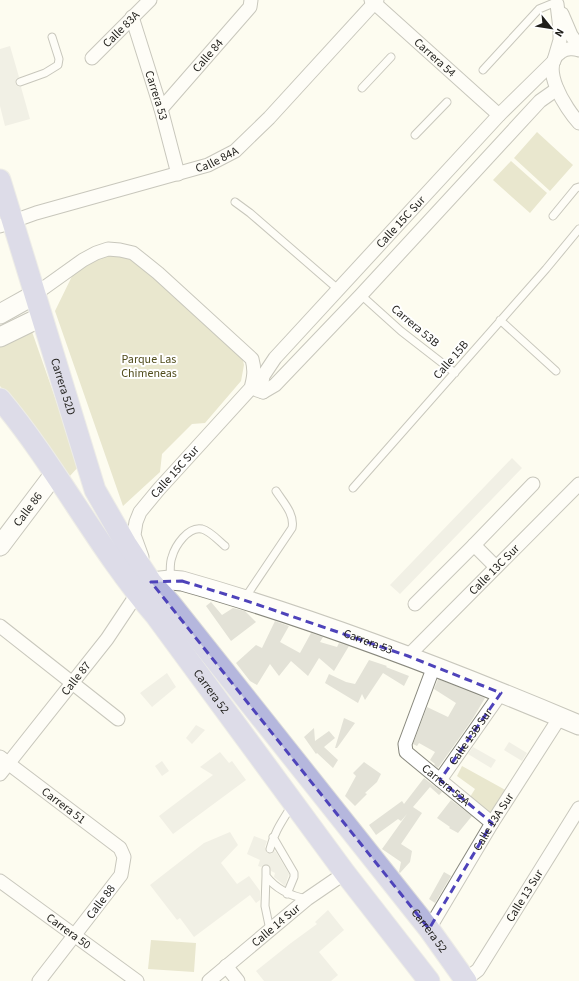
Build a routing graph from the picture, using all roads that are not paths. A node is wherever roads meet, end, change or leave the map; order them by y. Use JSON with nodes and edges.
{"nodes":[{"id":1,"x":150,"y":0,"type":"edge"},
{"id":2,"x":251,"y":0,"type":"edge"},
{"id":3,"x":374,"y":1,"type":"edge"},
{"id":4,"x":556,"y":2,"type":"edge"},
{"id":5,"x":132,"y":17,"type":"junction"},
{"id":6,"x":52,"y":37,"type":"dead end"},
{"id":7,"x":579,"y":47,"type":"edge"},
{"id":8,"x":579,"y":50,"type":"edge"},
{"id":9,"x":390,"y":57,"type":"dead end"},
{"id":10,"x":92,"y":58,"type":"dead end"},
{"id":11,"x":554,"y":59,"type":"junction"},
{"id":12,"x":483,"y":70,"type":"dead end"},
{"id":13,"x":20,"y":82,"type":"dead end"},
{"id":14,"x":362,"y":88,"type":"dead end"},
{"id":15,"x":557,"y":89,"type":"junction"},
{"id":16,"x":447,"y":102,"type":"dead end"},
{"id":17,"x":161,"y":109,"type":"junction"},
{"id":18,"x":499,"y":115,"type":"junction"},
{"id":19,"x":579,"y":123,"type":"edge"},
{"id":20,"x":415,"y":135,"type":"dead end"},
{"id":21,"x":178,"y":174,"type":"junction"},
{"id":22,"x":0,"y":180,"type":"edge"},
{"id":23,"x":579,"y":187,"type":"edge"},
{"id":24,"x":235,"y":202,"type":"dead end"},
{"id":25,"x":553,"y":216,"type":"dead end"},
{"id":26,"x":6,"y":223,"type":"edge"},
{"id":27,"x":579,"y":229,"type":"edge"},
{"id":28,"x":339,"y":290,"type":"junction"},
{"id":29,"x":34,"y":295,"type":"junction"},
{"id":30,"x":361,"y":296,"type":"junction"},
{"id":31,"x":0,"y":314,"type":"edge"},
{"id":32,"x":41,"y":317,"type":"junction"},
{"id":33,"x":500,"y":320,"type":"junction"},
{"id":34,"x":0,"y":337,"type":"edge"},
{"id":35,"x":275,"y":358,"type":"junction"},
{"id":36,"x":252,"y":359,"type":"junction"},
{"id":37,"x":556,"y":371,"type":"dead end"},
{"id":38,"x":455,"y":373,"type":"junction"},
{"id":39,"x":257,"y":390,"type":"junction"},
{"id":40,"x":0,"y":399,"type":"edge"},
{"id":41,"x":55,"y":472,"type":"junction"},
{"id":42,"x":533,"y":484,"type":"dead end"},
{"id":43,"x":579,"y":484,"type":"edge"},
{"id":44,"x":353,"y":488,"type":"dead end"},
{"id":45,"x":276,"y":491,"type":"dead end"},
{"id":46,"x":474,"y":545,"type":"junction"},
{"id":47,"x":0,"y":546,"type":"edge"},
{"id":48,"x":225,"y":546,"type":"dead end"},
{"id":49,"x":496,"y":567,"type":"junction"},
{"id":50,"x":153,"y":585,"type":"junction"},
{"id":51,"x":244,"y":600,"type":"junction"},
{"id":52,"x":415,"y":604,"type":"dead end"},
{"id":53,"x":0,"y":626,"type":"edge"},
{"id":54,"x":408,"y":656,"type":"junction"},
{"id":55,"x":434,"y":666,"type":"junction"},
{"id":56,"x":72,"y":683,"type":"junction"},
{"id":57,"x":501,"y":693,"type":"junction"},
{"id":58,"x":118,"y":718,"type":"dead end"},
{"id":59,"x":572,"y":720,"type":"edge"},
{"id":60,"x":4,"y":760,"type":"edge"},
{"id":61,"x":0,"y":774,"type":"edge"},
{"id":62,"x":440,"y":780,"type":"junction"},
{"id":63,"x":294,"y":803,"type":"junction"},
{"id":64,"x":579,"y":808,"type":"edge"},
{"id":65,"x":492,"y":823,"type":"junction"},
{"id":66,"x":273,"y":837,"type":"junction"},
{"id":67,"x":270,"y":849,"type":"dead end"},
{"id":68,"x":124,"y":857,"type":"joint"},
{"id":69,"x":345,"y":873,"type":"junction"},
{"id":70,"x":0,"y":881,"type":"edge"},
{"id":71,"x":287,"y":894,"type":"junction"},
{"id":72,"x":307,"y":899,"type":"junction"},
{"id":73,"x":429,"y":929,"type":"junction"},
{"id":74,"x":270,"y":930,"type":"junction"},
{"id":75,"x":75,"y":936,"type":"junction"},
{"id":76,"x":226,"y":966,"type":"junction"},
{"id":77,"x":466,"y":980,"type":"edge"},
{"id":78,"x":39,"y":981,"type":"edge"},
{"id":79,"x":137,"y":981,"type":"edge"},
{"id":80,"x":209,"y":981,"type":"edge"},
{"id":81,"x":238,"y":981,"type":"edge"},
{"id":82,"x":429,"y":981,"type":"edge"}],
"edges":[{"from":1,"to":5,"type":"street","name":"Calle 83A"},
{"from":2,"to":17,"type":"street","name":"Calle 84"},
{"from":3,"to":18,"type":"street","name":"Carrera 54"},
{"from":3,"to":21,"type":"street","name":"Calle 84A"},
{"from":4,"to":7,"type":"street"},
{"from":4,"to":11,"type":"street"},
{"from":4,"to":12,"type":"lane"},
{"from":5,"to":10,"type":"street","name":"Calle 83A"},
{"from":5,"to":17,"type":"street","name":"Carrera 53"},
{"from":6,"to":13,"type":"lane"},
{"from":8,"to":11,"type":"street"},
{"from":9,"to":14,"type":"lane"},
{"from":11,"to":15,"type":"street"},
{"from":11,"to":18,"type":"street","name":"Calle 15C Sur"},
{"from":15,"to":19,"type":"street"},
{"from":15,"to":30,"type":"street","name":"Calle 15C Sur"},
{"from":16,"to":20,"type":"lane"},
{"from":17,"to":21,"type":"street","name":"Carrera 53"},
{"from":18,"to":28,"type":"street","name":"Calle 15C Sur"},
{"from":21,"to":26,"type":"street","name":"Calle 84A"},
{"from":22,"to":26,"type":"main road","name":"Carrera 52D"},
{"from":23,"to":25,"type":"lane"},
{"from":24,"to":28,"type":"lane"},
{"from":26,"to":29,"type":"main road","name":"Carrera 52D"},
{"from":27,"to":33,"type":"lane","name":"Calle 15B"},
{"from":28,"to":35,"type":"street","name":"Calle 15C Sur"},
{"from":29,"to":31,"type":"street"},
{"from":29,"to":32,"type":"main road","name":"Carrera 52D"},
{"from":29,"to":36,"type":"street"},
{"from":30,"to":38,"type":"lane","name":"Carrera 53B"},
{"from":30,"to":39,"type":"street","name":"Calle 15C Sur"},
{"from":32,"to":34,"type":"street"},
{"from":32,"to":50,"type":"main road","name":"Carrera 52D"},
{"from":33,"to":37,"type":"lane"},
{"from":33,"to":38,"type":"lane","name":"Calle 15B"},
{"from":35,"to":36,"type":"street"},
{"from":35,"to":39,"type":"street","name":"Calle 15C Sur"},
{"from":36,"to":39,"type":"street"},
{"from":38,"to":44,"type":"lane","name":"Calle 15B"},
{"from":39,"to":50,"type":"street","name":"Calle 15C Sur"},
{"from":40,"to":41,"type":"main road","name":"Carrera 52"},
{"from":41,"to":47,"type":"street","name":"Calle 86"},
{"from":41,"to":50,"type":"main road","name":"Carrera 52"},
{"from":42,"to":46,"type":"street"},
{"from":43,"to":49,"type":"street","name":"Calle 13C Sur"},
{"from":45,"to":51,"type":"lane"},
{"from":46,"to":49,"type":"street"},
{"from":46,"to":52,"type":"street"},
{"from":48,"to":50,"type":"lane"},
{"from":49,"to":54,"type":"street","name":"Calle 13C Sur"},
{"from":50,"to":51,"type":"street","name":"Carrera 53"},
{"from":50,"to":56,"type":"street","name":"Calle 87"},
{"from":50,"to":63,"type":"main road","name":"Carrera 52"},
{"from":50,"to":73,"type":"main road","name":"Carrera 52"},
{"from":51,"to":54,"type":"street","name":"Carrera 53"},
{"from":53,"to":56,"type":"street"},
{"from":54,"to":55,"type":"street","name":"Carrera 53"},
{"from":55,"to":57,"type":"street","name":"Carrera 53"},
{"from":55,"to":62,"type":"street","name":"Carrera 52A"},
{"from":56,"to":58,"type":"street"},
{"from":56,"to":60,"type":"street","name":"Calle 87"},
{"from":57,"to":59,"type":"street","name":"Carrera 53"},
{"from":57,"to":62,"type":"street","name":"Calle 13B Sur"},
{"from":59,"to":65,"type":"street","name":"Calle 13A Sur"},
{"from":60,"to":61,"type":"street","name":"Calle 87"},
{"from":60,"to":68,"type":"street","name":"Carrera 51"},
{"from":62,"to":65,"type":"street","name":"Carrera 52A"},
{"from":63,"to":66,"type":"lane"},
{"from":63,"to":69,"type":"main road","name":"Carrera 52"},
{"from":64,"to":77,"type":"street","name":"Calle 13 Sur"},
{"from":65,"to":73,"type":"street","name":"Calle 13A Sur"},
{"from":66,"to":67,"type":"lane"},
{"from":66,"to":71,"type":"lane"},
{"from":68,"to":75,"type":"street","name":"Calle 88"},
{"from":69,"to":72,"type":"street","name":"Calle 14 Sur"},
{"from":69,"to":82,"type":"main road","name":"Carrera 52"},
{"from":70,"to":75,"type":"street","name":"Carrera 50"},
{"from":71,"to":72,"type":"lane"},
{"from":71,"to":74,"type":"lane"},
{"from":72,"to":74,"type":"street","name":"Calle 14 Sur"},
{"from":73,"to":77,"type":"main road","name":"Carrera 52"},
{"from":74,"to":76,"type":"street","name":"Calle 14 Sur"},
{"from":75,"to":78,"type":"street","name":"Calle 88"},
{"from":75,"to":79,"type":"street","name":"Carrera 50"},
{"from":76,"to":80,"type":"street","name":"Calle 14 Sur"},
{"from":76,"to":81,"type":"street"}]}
---
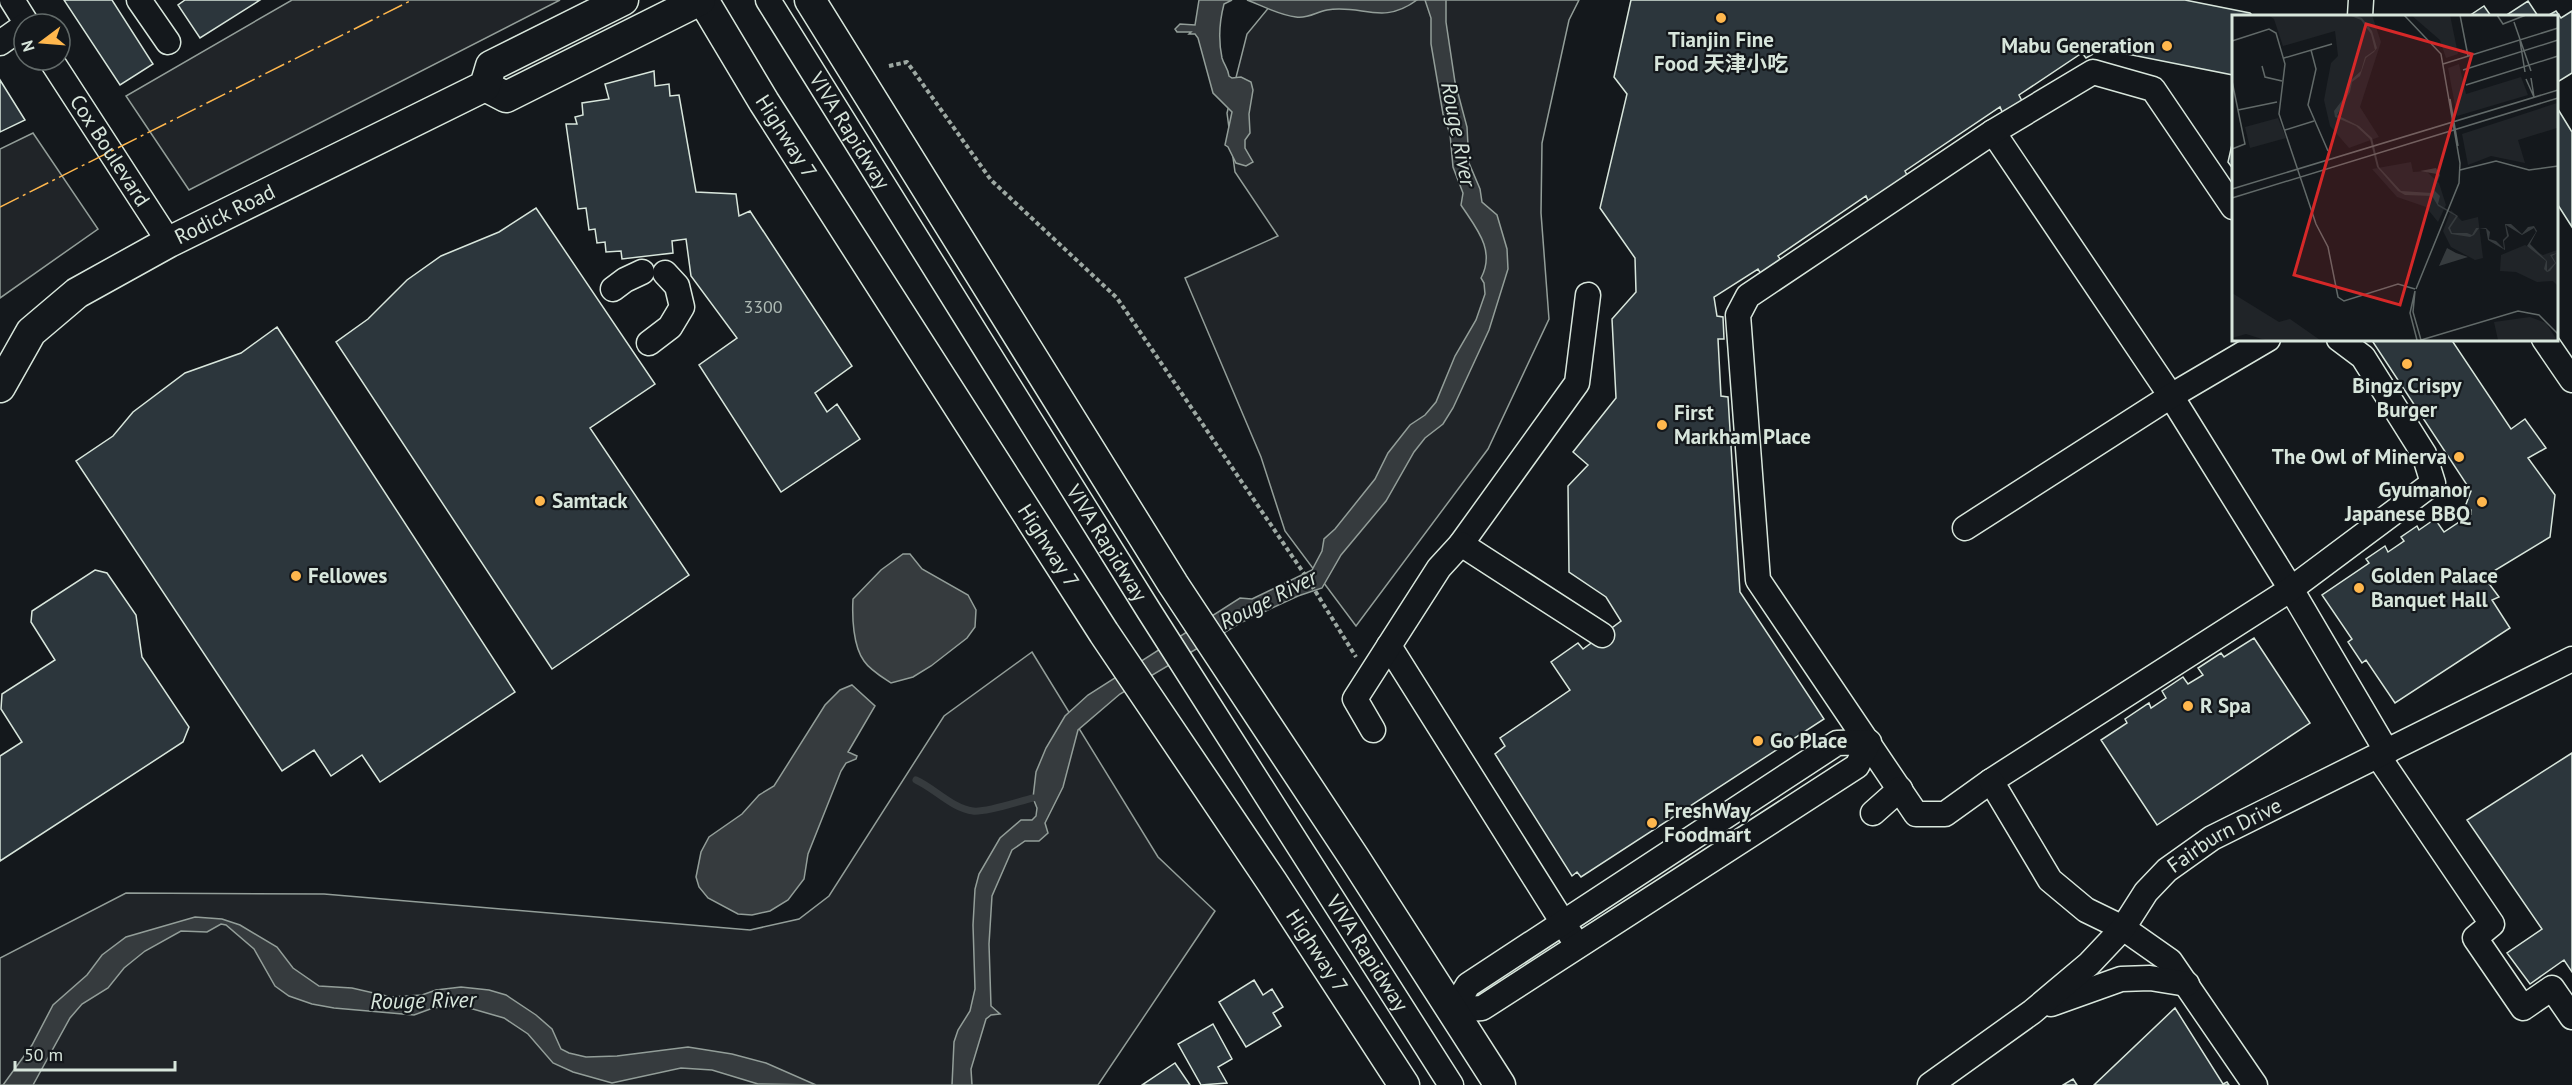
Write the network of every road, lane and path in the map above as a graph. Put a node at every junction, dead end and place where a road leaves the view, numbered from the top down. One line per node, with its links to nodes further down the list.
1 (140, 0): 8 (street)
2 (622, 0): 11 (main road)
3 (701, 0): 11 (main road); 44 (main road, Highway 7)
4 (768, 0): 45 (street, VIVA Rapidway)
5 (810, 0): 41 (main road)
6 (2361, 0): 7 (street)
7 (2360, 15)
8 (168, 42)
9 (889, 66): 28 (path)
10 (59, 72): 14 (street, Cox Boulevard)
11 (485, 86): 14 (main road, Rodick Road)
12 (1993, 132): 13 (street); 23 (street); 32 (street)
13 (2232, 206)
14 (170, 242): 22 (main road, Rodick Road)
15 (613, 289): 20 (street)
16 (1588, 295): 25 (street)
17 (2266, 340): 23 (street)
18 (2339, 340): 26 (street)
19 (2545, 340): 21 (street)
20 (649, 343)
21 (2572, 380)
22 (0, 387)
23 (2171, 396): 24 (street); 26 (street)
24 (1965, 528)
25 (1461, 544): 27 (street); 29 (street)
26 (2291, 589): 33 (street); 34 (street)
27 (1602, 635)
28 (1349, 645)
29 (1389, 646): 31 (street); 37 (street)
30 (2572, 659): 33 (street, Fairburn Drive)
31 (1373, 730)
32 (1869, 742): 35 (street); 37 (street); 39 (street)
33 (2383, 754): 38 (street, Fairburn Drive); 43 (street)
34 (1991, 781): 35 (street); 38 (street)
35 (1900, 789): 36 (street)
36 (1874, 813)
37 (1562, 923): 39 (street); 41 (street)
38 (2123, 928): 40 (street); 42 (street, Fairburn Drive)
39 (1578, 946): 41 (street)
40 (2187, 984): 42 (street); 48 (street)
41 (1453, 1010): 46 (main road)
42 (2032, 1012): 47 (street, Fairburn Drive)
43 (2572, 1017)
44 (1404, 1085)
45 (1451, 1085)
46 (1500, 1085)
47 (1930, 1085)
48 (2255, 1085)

== WHAT NEEDS TO BE DONE ==
For every line of the records that has the word "Fairburn" in it, make a copy.

== RESPONSE ==
30 (2572, 659): 33 (street, Fairburn Drive)
33 (2383, 754): 38 (street, Fairburn Drive); 43 (street)
38 (2123, 928): 40 (street); 42 (street, Fairburn Drive)
42 (2032, 1012): 47 (street, Fairburn Drive)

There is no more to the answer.